Yippie-freaking-kayay.

She was very flimsy and awkward in my arms but I tried to cradle her like I saw the others, so I might steer attention away from her and showcase my sudden spurt of maturity and quick maternal instincts. Only too bad for me, because as I was rocking that baby I accidentally bumped her head on the arm of the wooden chair, which stirred chaos and panic among my family. I guess subconsciously I was trying to say, “Go home. You stupid baby.”

She did. But her home happened to be the same as my home. She was everywhere I didn’t want her to be and no where I wanted her to be (gone). And to make matters worse, she was cute. Real cute. When she cried, people came running, like she was performing Les Misérables on Broadway. But when I tried imitating her ET-ish noises I was told to be quiet because I was giving everyone a headache.

I wasn’t accustomed to this. I was not used to this at all. Before she came around, I could run around in concentric circles chanting “yagul, yagul, yagul” and everyone would think it was drop dead adorable. I said things like “I don’t drink coffee; only peoples do” and got rounds of applause. Now, thanks to a bald-headed yet still mysteriously attractive baby, I had to work for my attention.

I’d heard about kids who sold their baby siblings for money on the playground when their parents weren’t looking.
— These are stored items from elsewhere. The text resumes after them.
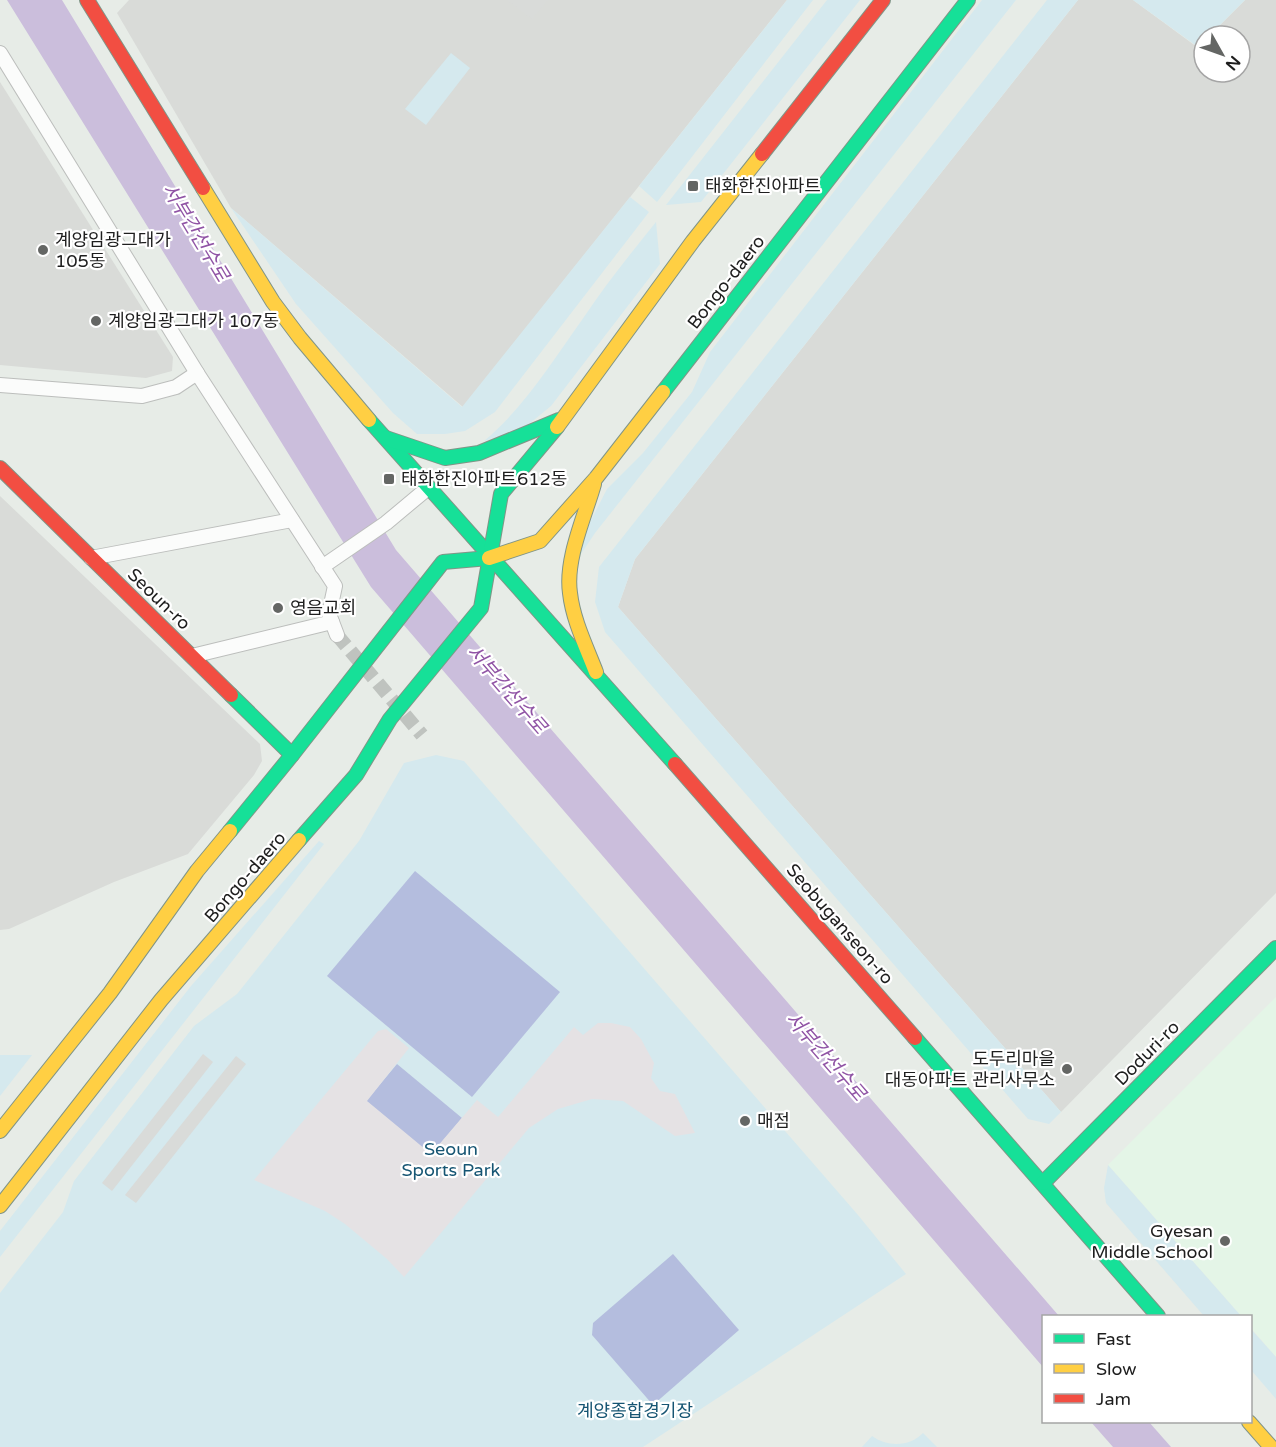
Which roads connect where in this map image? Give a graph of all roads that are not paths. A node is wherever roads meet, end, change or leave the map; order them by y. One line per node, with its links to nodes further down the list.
1 (87, 0): 8 (main road, Seobuganseon-ro)
2 (883, 0): 7 (main road, Bongo-daero)
3 (968, 0): 10 (main road, Bongo-daero)
4 (0, 53): 5 (street)
5 (197, 373): 6 (street); 12 (street)
6 (0, 384)
7 (566, 417): 8 (main road); 14 (main road, Bongo-daero)
8 (383, 437): 11 (main road, Seobuganseon-ro)
9 (0, 468): 13 (main road, Seoun-ro)
10 (596, 478): 14 (main road, Bongo-daero); 17 (main road)
11 (428, 488): 14 (main road, Seobuganseon-ro); 15 (street)
12 (292, 520): 13 (street); 15 (street)
13 (91, 558): 16 (main road, Seoun-ro)
14 (491, 558): 17 (main road, Seobuganseon-ro); 18 (main road, Bongo-daero); 22 (main road, Bongo-daero)
15 (327, 564): 16 (street)
16 (192, 656): 18 (main road, Seoun-ro)
17 (599, 680): 21 (main road, Seobuganseon-ro)
18 (292, 755): 20 (main road, Bongo-daero)
19 (1276, 948): 21 (main road, Doduri-ro)
20 (0, 1131)
21 (1043, 1183): 23 (main road, Seobuganseon-ro)
22 (0, 1206)
23 (1156, 1315)
24 (1250, 1423): 25 (main road)
25 (1271, 1447)

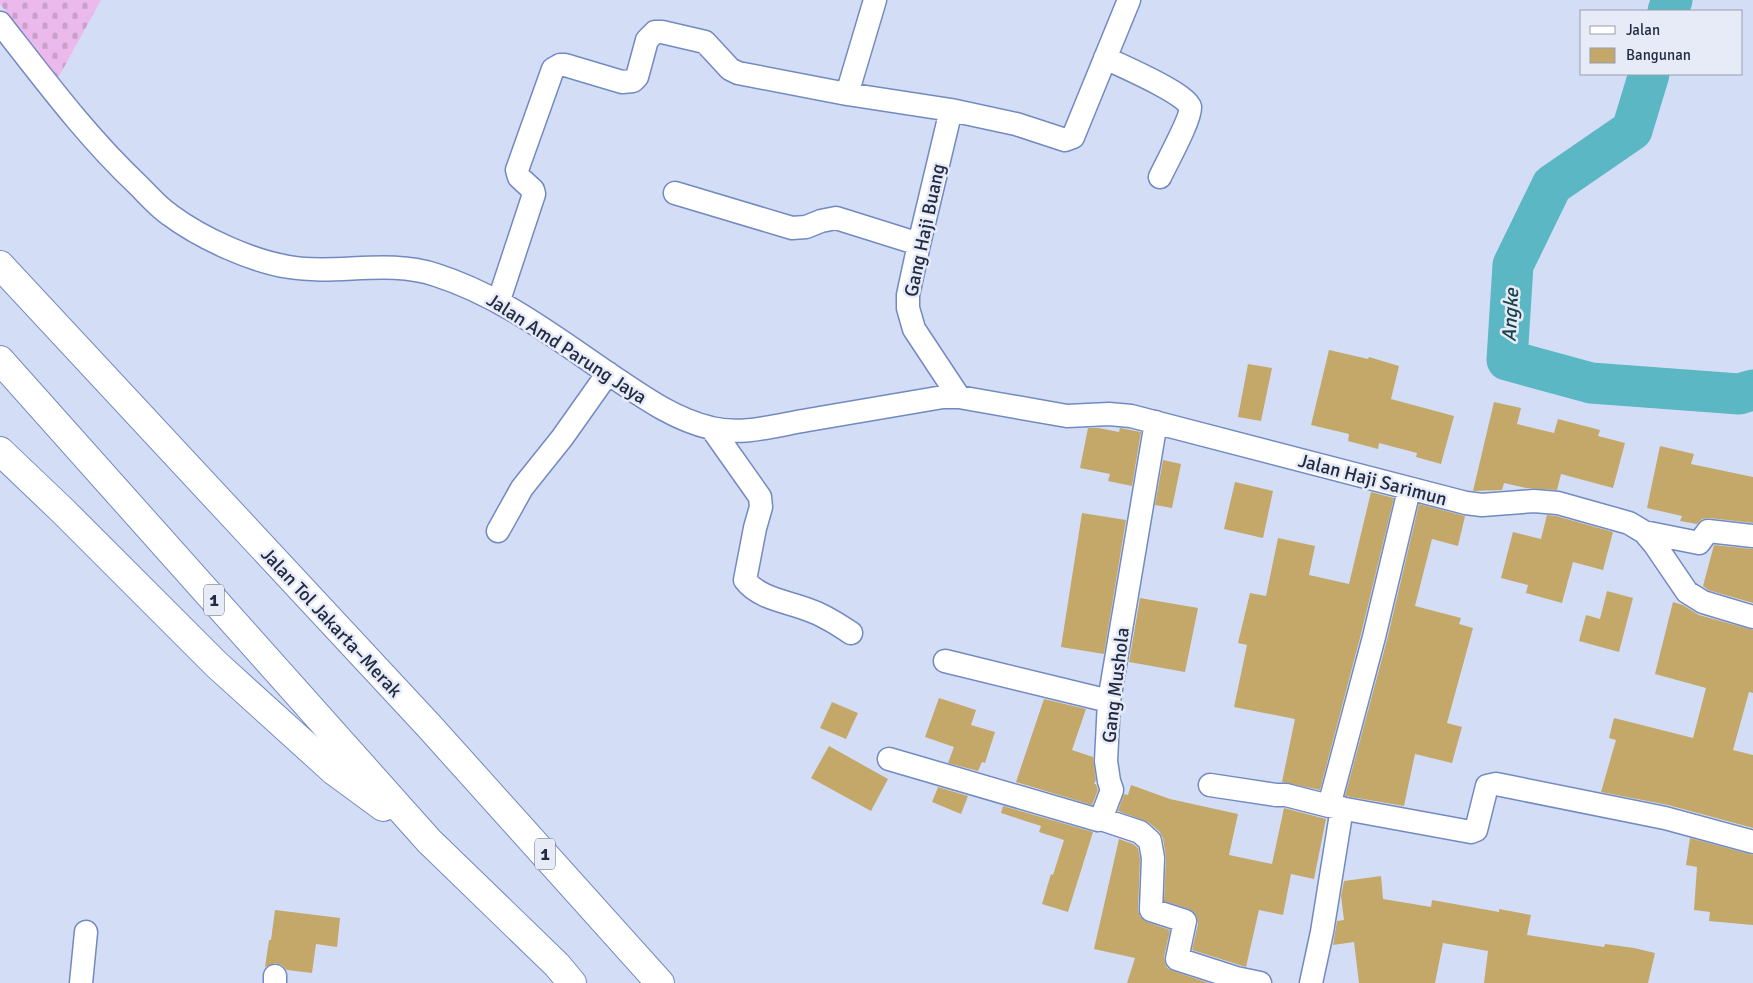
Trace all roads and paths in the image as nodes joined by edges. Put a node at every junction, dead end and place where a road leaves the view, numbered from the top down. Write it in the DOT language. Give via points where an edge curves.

But it was hard to even imagine doing that considering she had nine adults guarding her at all times.

What it was that was so special about her was confounding to me. I doubted she could count to twenty like I could or do consecutive somersaults or even pick up her alien head. In fact, it was funny to entertain the thought of her even attempting to do any of the grown-up things I was able to do. She was the size of a ruler for gods-sake.
But none of my plans to rid her proved effective. Not listing the things she couldn't do that I could do flawlessly, neither did dressing her up in stupid clothes or even pointing at her and laughing.

After a while I could only hope that the spacecraft that had brought her here might take her back. But sadly, even as time progressed she showed few motor skills and it began to seem doubtful that she would ever pick up a phone let alone, dial it.



For Ita. My favorite little sister. I'm glad you never phoned home :)

1 comment:

jewish said...

You brought me back to that quirky little girl you were! That was fun.